Top of MATERIAL SHOWN
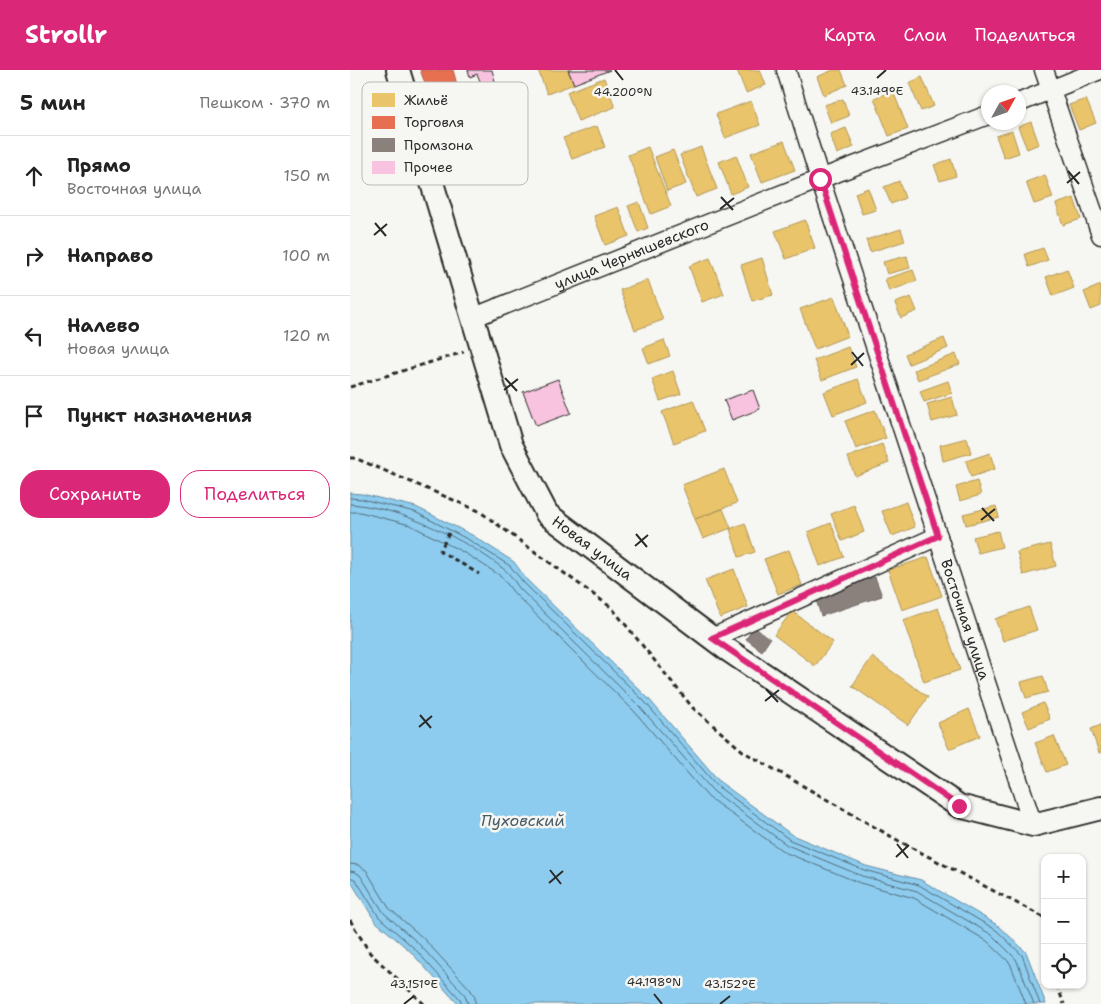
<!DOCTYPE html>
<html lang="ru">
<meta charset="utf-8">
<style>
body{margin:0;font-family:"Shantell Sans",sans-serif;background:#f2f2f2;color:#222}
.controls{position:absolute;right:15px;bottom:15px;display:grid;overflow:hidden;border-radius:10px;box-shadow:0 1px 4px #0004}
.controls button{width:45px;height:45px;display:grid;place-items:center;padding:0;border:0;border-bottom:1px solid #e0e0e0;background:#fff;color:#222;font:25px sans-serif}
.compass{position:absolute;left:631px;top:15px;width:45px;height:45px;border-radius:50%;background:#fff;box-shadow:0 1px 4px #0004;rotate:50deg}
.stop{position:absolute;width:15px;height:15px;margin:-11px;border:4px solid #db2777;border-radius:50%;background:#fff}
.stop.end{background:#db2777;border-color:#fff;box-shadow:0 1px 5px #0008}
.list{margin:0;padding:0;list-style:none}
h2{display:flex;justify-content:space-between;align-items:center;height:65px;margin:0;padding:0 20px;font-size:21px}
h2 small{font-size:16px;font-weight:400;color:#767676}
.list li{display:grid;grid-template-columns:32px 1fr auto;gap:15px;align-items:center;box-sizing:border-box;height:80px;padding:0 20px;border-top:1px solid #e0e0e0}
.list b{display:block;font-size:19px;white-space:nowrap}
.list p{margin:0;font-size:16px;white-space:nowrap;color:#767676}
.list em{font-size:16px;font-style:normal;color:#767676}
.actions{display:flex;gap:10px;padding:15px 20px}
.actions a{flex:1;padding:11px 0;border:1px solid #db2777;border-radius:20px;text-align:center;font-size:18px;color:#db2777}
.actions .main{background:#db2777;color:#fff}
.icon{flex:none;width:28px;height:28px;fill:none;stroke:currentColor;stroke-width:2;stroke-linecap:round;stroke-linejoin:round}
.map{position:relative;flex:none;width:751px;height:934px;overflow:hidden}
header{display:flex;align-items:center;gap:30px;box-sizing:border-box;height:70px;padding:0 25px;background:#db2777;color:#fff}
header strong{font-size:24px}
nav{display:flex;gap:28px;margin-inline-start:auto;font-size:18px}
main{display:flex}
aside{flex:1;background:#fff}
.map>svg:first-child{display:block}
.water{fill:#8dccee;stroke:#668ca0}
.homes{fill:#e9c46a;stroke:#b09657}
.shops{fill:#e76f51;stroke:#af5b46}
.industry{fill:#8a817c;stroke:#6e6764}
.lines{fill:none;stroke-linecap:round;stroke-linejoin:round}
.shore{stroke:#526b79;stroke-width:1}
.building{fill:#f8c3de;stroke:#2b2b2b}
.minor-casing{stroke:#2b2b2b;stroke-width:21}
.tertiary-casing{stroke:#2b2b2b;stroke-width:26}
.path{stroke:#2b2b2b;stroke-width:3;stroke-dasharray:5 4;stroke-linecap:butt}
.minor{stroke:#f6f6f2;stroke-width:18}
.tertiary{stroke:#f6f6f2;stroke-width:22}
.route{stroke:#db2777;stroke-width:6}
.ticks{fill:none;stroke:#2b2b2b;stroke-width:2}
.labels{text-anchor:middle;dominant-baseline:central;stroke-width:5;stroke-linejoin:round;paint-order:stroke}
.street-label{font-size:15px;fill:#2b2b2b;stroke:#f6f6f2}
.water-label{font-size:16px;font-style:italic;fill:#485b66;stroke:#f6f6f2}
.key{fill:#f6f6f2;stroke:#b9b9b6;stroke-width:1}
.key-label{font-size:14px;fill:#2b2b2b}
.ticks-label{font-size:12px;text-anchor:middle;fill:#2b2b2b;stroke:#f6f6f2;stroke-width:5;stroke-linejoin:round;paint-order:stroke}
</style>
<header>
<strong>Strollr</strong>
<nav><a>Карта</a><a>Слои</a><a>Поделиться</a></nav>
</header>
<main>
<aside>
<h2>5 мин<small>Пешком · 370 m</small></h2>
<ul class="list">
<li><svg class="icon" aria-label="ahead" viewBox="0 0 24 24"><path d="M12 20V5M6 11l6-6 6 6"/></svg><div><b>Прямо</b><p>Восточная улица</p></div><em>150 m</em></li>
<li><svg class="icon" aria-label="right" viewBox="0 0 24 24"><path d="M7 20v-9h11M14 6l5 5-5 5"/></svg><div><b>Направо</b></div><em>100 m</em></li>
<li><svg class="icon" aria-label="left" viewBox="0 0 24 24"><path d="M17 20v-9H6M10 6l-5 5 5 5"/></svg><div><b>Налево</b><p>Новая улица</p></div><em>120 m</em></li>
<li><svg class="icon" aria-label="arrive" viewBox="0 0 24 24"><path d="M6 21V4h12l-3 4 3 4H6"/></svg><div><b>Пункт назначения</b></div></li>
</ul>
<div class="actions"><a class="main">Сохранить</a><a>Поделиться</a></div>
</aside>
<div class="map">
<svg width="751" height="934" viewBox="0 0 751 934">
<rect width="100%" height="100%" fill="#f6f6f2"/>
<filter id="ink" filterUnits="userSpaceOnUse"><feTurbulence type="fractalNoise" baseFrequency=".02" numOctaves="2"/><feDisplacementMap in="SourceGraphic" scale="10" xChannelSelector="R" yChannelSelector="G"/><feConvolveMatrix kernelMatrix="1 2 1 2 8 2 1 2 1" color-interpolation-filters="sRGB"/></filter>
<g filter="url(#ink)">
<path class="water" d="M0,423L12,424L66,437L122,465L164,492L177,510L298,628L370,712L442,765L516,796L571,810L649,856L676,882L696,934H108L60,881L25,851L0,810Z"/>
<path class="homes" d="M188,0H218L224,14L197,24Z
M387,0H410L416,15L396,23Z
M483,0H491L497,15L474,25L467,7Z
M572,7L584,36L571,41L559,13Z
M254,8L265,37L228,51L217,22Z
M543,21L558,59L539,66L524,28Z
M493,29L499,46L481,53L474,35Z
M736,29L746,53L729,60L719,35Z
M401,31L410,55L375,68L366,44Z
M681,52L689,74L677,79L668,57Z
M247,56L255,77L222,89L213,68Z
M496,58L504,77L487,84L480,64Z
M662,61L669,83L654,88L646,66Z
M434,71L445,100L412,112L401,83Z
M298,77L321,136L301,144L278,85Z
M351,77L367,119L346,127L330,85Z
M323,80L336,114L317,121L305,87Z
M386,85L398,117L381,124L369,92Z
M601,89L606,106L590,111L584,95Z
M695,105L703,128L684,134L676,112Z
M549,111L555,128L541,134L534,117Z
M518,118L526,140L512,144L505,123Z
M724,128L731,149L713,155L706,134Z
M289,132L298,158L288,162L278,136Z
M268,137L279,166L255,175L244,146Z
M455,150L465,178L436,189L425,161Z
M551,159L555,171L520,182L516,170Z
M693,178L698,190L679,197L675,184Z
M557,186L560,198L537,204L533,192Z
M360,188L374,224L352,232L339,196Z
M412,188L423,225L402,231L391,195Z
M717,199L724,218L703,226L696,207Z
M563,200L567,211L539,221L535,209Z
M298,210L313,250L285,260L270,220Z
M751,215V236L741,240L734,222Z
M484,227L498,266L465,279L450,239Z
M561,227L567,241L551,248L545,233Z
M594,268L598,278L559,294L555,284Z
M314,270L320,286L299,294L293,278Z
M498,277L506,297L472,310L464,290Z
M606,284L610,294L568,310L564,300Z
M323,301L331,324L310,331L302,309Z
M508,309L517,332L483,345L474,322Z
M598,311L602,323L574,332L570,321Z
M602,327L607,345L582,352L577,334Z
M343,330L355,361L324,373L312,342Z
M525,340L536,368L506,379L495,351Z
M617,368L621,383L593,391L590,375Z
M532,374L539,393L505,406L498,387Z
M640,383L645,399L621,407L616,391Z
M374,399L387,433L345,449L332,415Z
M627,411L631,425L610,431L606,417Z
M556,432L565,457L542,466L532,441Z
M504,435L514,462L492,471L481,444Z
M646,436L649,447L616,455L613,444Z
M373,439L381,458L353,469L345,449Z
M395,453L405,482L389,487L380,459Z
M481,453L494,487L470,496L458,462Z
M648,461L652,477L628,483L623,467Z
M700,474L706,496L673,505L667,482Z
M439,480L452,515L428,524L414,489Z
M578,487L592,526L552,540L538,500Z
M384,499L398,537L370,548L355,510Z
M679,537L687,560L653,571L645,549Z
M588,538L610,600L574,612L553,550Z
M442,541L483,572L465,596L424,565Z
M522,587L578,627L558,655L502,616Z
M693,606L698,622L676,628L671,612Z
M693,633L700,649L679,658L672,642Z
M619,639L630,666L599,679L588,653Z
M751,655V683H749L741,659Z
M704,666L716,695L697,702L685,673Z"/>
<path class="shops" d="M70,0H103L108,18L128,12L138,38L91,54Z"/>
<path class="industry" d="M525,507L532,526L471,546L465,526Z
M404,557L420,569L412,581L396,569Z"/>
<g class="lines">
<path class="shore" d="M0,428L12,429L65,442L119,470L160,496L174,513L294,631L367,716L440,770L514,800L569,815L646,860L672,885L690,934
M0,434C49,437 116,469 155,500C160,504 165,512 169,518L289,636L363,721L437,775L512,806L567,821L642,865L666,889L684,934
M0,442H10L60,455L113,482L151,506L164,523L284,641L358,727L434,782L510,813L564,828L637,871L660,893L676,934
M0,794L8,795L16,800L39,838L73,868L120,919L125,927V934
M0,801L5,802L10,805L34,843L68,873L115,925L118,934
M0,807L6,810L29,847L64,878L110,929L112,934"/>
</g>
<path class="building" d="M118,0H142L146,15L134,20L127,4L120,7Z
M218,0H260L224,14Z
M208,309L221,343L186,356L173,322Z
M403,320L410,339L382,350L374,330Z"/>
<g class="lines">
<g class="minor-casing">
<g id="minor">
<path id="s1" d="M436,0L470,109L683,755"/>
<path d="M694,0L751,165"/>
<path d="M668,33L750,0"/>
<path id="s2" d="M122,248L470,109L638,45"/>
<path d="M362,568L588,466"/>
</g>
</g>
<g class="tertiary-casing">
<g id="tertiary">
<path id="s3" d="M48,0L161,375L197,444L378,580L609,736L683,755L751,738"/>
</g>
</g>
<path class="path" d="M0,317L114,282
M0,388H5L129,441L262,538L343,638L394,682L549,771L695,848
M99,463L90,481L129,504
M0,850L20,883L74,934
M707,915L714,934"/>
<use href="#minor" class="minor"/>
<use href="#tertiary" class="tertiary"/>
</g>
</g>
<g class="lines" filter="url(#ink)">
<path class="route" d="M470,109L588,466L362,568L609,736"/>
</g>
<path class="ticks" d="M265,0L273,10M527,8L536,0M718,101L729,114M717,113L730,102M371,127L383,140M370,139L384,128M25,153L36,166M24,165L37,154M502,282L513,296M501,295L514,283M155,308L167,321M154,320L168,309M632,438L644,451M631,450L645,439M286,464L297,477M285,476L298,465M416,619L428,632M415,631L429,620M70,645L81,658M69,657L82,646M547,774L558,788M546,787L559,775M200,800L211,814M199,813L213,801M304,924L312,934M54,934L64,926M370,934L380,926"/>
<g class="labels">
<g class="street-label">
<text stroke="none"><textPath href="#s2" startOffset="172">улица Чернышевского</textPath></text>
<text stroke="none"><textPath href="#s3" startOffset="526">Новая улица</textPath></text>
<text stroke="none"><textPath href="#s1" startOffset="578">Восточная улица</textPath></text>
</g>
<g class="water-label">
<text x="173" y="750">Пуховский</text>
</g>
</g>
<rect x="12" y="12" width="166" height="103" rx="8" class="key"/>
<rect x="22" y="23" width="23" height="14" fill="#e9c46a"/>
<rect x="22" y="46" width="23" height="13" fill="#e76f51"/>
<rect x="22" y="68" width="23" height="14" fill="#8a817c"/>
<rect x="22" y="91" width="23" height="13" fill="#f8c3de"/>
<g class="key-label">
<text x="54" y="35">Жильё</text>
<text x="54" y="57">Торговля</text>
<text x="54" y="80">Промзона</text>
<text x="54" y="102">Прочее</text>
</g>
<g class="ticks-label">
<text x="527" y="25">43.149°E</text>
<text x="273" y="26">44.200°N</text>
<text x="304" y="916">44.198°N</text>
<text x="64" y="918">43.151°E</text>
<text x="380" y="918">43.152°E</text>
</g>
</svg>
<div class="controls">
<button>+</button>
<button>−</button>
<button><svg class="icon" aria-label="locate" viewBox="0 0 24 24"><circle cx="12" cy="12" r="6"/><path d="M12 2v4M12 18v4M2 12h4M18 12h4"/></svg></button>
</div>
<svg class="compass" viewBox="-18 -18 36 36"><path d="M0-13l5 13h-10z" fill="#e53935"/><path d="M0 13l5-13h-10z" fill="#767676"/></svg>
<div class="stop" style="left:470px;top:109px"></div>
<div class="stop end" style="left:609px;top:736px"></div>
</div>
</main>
Bottom of MATERIAL SHOWN
TASK DIRECTIONS: Give the count of lines in the records above that hold the string "auto", and only that count.

TASK RESPONSE: 2